Scan the records for the word "roads". Report each line where it occurs.
(Input for this task Opens)
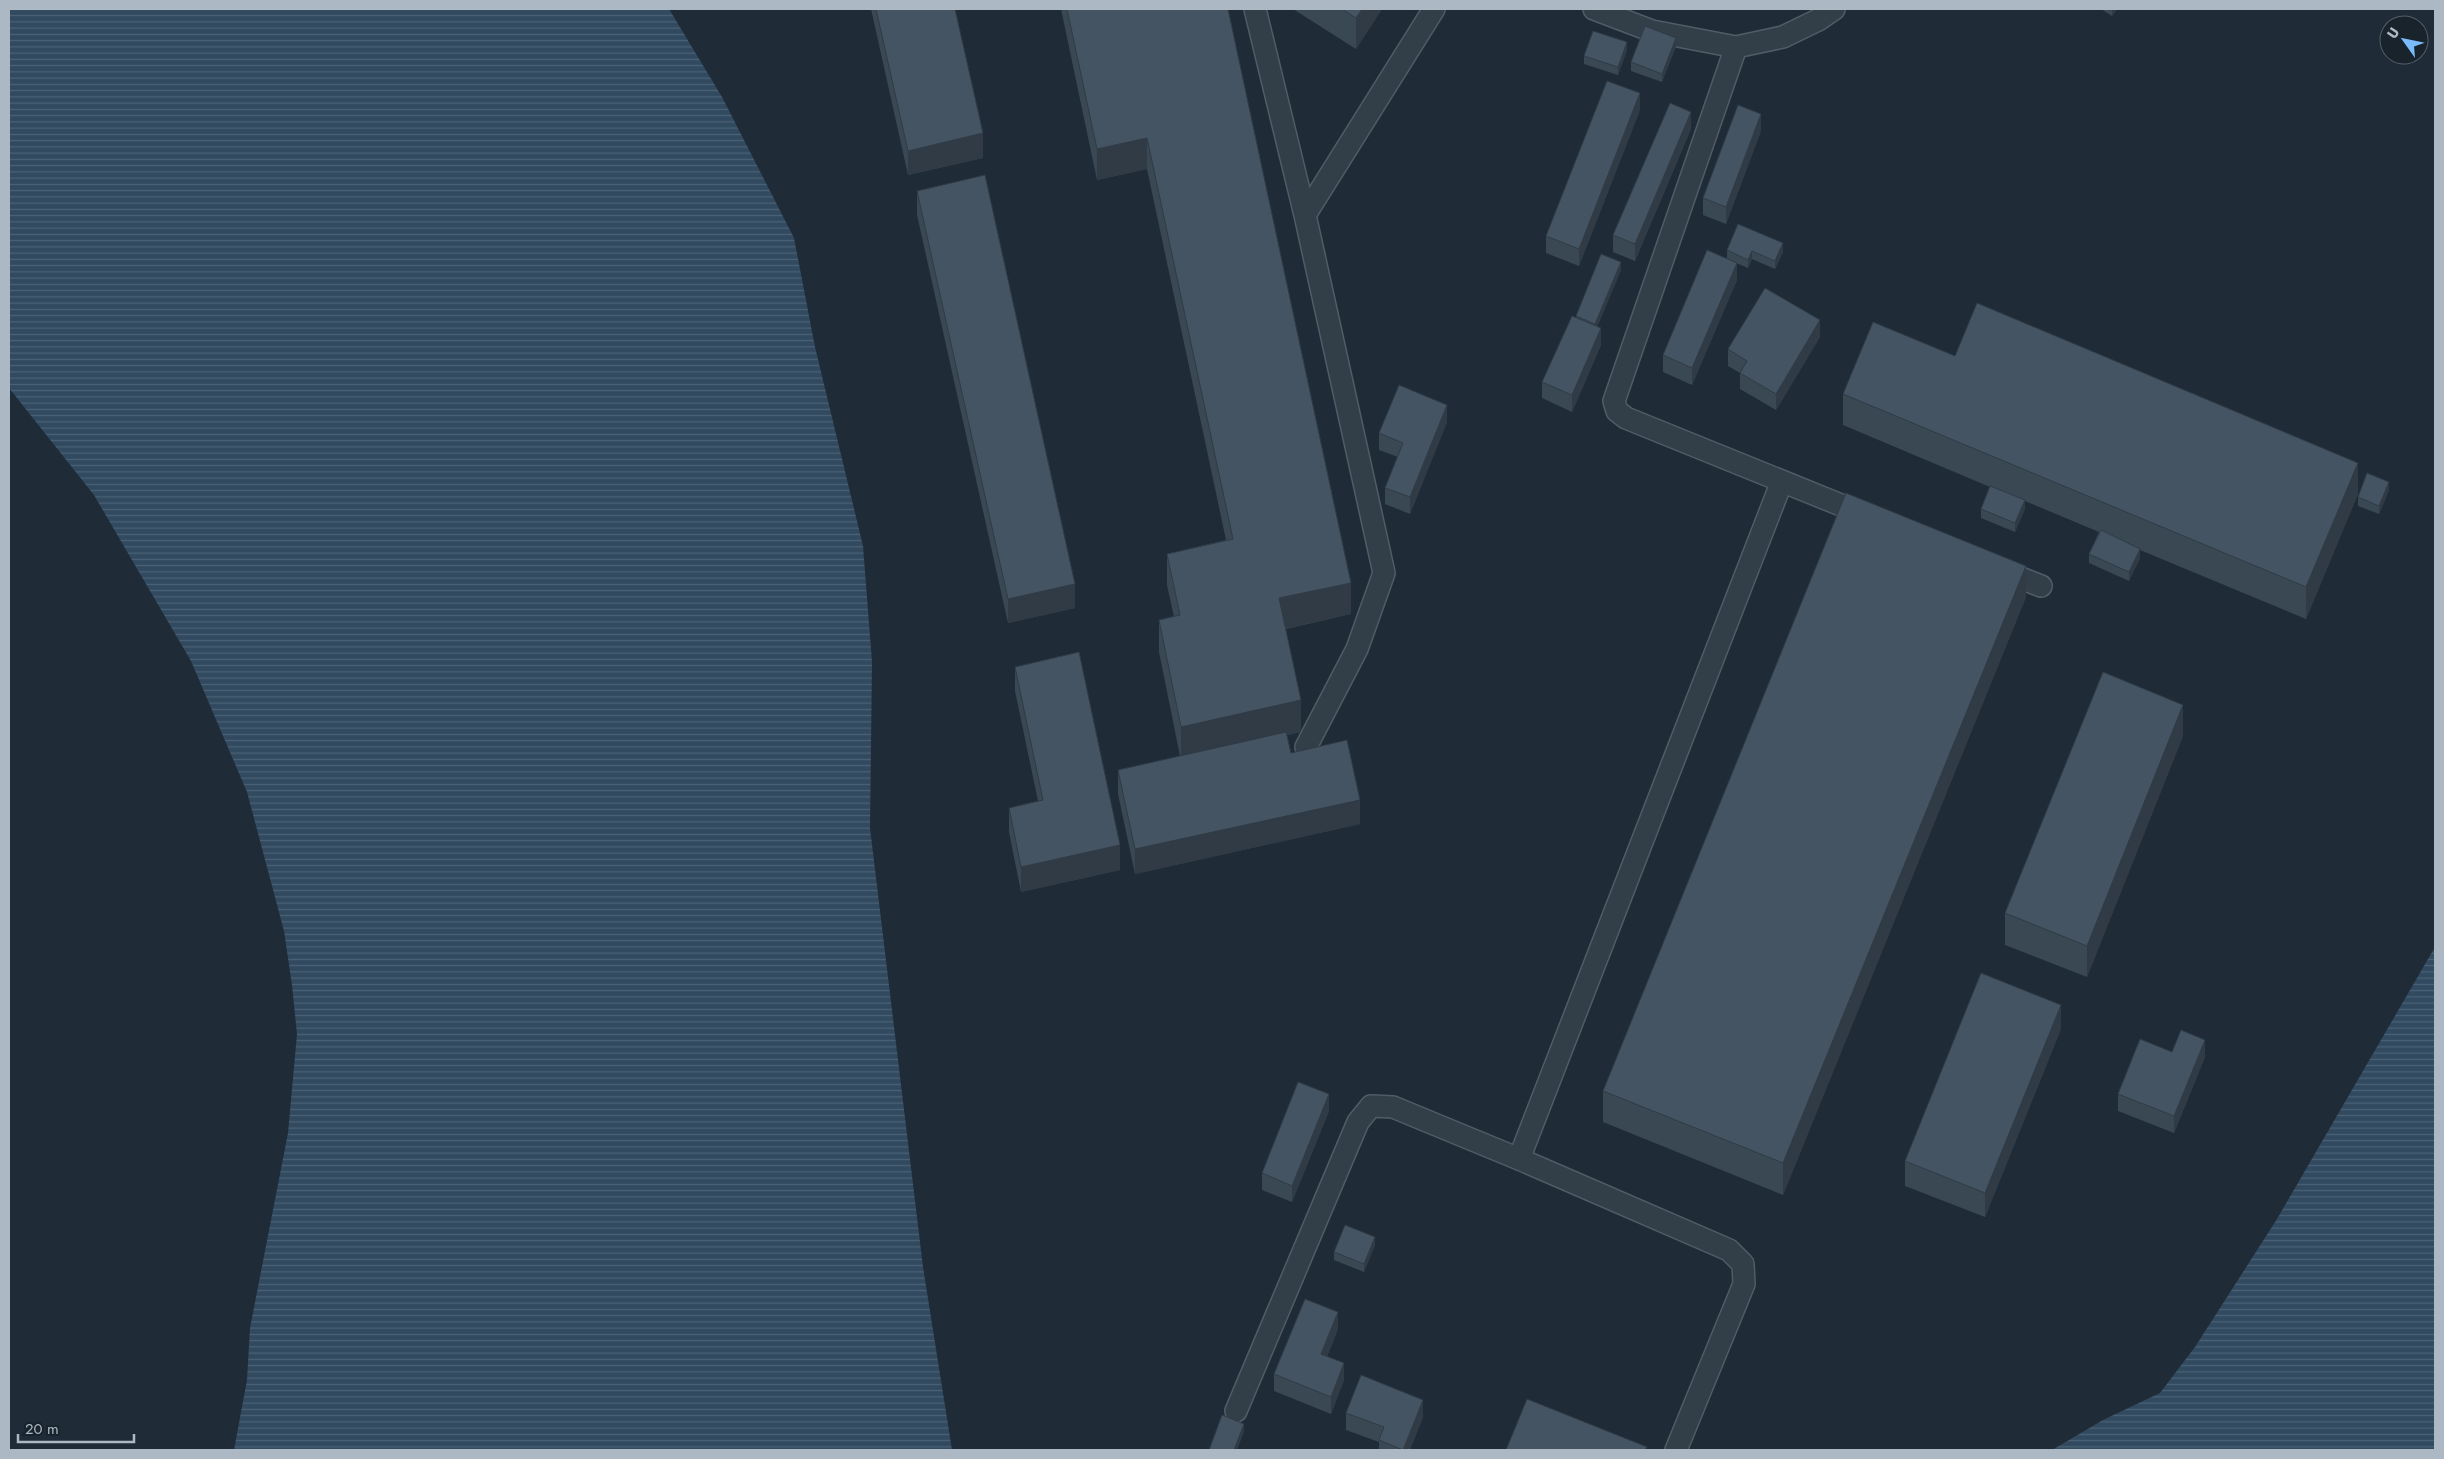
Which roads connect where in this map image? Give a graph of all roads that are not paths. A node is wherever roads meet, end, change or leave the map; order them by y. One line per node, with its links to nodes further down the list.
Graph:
(Input for this task Closes)
(Input for this task Opens)
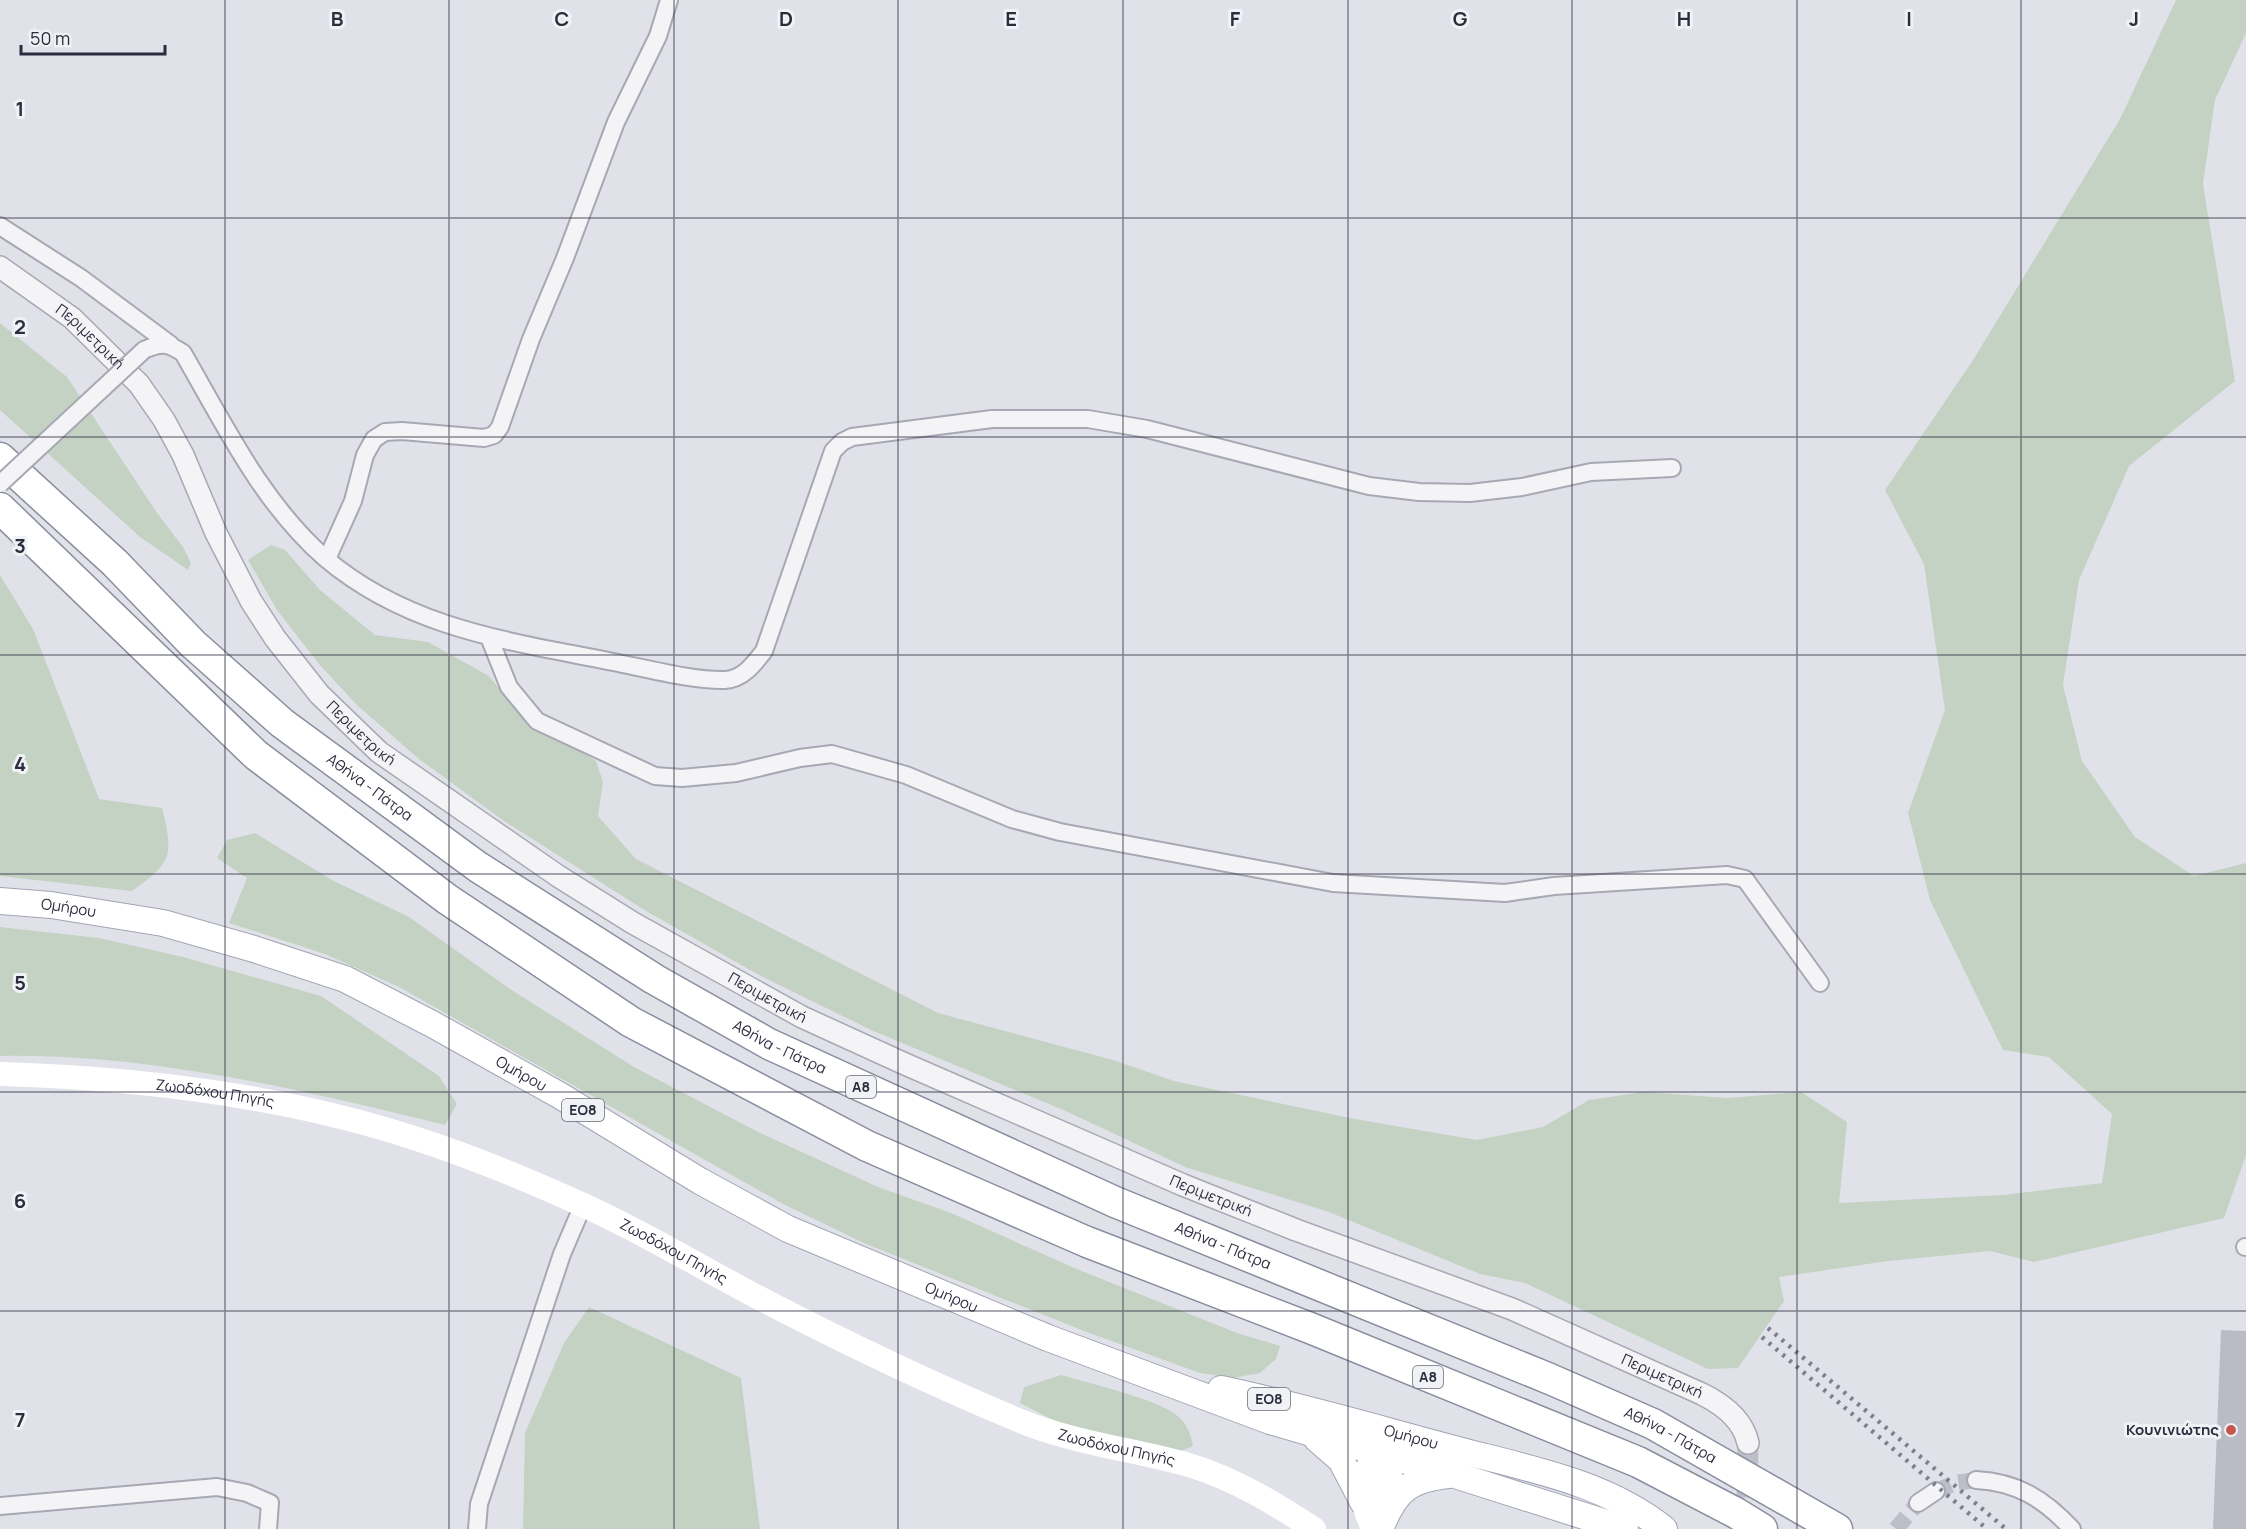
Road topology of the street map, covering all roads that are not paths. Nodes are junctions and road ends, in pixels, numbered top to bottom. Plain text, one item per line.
(Input for this task Closes)
# The answer
Which roads connect where in this map image? Give a graph of all roads that are not paths. A node is wherever roads meet, end, change or leave the map; order them by y. One line per node, with its links to nodes further down the list.
Road topology of the street map, covering all roads that are not paths. Nodes are junctions and road ends, in pixels, numbered top to bottom. Plain text, one item per line.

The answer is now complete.